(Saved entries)
====
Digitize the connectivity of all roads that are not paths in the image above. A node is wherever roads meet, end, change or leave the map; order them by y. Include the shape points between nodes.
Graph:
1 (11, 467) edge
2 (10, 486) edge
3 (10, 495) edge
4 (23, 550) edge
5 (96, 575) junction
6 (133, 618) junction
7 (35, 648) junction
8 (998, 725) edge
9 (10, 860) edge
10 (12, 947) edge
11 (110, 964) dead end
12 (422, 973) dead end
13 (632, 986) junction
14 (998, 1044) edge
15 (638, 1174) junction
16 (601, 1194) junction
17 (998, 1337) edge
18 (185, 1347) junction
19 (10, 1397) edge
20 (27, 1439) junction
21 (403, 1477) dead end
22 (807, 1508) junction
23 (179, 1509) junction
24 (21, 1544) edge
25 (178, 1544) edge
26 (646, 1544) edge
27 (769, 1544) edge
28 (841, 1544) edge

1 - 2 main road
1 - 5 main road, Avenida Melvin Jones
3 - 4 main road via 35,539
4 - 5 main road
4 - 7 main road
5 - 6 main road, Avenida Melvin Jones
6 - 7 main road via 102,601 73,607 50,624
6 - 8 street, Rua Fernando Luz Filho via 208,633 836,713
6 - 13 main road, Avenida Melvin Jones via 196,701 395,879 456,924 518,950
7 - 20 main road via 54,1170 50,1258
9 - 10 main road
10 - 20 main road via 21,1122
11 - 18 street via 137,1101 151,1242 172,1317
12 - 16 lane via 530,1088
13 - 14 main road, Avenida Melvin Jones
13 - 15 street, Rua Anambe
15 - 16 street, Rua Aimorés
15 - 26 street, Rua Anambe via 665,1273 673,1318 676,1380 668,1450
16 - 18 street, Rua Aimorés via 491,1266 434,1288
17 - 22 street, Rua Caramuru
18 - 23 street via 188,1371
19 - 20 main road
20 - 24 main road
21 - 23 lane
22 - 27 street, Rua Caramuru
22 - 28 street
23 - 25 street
====
• **Aim of the exercise**: Tally how many lines of the records hold the word "Aimorés". Answer with the number only.

• **Solution below**: 2